# Exercise:
Return a copy of every line in the records that includes the word "list".

# Records supplied:
+ + + + + + +

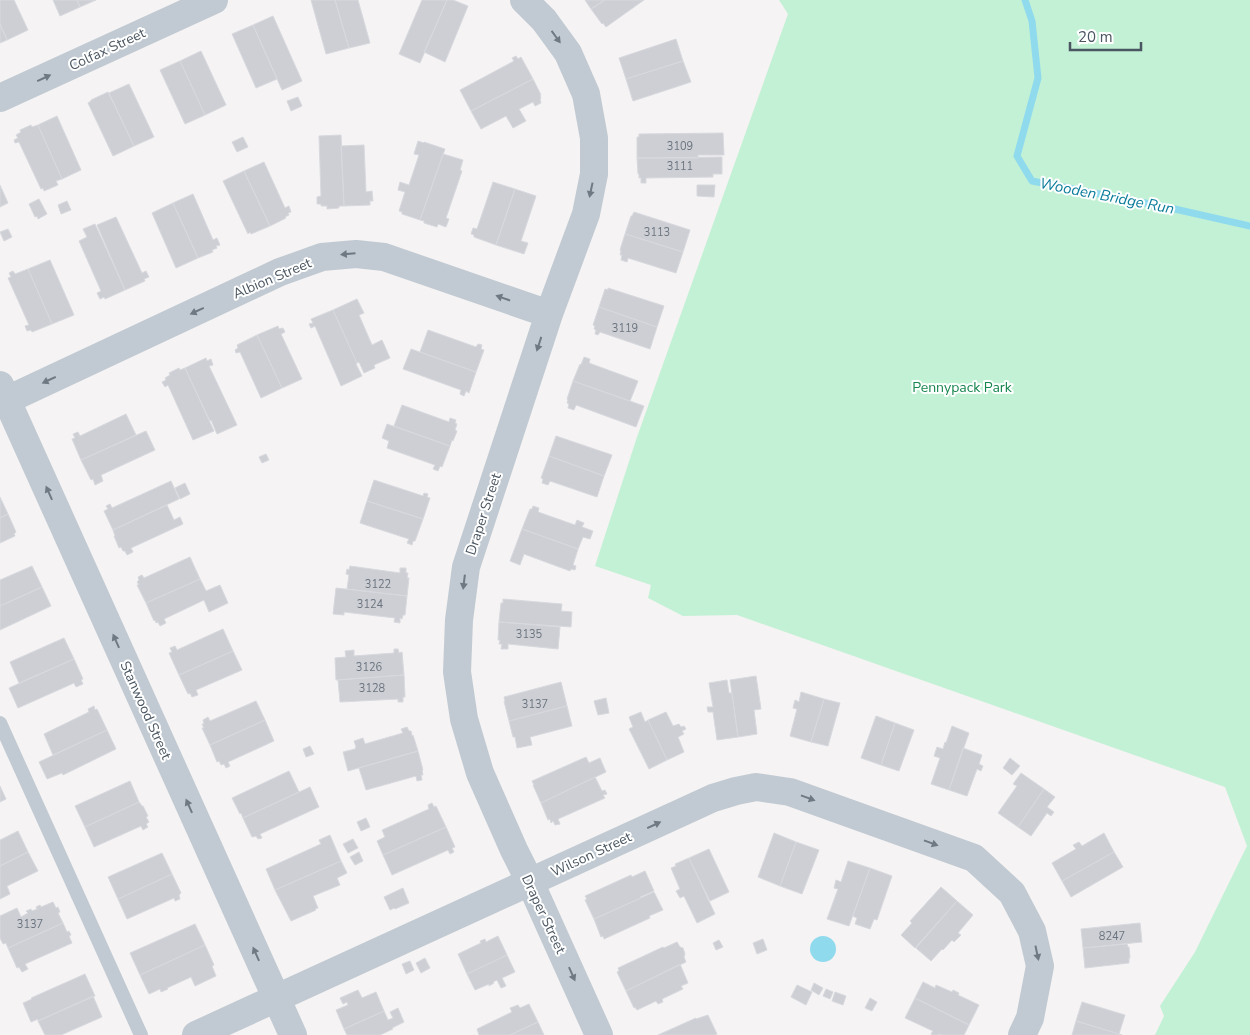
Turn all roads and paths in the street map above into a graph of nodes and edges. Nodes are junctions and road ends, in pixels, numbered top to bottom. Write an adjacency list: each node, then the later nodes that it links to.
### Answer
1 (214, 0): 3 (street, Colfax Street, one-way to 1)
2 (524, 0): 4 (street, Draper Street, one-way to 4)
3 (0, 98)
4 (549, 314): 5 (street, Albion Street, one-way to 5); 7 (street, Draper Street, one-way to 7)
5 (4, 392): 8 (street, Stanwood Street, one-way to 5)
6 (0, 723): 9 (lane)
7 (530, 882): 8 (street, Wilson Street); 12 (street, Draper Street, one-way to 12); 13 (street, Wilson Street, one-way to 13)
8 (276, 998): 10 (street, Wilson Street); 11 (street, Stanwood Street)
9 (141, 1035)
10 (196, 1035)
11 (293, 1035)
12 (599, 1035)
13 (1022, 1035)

+ + + + + + +

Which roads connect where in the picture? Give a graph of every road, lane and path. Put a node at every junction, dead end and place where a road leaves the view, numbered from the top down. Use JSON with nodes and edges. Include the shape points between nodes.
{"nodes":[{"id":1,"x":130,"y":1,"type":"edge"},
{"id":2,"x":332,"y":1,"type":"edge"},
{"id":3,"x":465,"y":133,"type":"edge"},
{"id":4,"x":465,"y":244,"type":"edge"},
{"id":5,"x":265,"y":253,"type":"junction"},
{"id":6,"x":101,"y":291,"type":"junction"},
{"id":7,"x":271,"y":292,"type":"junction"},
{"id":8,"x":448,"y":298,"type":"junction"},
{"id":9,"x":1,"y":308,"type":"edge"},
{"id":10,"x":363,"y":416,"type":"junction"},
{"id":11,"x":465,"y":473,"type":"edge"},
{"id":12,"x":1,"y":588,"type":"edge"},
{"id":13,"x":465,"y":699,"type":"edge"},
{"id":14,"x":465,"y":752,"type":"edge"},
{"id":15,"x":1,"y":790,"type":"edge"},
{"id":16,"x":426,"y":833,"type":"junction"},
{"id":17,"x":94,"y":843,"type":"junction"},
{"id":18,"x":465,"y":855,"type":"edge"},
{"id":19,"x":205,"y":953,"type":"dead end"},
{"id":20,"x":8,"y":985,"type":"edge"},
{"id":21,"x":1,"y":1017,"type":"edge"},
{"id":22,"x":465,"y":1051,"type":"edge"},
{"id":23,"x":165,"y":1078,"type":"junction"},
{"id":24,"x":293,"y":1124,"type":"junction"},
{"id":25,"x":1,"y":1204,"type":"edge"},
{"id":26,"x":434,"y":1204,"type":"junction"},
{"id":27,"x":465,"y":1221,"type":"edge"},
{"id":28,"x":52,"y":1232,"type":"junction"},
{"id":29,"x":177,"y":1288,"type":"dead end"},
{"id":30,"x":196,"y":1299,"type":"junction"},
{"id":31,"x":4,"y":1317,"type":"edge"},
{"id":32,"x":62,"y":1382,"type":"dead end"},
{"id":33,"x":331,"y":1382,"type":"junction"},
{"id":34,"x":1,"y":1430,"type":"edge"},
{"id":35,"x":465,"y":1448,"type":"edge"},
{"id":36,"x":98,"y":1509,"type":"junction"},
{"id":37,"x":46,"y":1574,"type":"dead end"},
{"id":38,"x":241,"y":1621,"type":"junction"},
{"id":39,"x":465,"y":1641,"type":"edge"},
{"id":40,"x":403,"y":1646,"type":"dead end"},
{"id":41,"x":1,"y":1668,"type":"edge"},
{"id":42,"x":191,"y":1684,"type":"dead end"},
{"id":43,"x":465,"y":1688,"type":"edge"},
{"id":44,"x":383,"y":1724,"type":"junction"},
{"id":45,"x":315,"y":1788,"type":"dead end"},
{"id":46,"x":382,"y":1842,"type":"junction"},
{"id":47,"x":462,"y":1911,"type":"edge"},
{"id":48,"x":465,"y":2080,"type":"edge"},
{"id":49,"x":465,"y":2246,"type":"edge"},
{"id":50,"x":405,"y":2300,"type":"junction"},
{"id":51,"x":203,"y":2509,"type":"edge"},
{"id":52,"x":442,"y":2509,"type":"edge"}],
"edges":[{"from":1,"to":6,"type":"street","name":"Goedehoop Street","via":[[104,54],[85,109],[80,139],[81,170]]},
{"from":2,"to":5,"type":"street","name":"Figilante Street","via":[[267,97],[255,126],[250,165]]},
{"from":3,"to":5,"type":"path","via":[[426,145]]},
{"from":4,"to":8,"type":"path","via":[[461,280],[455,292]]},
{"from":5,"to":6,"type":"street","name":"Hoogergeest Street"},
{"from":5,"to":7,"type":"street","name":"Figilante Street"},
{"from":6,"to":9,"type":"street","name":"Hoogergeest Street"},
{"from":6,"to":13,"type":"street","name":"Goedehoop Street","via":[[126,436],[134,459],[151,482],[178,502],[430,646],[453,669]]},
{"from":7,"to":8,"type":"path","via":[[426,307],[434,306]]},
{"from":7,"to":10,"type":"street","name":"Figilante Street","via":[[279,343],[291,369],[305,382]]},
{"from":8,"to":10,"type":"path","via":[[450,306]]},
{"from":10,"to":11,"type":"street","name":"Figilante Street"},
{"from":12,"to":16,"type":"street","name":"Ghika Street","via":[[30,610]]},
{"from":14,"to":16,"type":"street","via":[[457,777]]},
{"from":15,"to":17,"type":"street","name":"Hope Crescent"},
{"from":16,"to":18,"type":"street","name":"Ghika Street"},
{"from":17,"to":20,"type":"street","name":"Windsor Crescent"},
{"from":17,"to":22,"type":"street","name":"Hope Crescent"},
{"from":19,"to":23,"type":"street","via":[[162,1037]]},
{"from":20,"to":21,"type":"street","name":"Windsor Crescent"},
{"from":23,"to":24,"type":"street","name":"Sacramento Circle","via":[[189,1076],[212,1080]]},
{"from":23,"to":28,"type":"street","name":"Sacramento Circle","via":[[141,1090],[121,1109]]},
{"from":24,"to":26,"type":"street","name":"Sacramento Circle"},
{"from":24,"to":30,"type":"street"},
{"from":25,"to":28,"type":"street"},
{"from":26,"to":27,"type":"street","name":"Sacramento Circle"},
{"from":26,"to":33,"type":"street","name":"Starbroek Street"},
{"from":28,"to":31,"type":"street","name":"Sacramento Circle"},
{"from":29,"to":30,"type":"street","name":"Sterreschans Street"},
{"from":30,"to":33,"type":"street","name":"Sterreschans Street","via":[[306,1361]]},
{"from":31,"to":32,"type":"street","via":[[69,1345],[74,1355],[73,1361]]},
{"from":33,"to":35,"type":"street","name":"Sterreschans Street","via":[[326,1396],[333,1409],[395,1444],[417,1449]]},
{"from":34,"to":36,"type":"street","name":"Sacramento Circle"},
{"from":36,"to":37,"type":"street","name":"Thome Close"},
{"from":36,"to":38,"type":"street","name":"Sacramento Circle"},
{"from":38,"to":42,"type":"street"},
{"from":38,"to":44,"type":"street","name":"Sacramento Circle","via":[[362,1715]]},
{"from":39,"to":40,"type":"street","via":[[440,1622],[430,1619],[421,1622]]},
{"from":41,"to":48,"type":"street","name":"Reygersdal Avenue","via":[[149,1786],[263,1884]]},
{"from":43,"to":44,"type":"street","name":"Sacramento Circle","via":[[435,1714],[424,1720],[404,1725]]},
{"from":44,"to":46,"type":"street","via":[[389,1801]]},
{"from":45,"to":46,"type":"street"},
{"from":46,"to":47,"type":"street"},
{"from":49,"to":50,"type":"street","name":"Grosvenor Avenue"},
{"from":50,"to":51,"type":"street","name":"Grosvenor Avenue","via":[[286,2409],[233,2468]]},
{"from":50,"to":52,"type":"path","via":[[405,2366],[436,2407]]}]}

+ + + + + + +

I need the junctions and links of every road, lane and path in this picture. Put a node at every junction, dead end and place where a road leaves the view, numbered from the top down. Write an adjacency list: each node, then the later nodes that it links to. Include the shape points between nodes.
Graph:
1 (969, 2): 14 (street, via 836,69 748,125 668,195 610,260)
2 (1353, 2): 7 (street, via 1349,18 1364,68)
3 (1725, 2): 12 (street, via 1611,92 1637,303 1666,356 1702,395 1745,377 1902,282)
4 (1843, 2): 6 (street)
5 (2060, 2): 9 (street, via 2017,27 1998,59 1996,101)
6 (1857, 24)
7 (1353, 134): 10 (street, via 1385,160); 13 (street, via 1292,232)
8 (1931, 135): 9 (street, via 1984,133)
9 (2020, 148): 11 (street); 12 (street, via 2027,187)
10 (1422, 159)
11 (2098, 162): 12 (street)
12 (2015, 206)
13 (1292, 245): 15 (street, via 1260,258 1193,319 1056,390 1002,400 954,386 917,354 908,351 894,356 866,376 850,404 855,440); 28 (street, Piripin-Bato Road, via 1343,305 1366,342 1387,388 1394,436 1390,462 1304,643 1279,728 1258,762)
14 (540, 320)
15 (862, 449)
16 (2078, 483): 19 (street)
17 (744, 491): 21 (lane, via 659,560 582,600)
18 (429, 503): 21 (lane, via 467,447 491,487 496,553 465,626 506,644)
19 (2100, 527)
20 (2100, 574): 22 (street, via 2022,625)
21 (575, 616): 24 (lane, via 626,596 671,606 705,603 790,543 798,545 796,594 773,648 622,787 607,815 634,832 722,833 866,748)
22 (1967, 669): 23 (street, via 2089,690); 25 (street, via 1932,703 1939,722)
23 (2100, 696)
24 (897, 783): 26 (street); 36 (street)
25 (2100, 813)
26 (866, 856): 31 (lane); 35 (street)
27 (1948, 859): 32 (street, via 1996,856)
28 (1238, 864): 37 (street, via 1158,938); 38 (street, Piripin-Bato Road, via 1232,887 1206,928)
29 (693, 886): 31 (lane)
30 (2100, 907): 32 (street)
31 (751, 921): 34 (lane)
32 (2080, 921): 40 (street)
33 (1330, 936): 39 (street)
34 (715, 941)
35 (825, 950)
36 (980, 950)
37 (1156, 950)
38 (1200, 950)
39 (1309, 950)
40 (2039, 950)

+ + + + + + +

# Response:
Turn all roads and paths in the street map above into a graph of nodes and edges. Nodes are junctions and road ends, in pixels, numbered top to bottom. Write an adjacency list: each node, then the later nodes that it links to.
I need the junctions and links of every road, lane and path in this picture. Put a node at every junction, dead end and place where a road leaves the view, numbered from the top down. Write an adjacency list: each node, then the later nodes that it links to. Include the shape points between nodes.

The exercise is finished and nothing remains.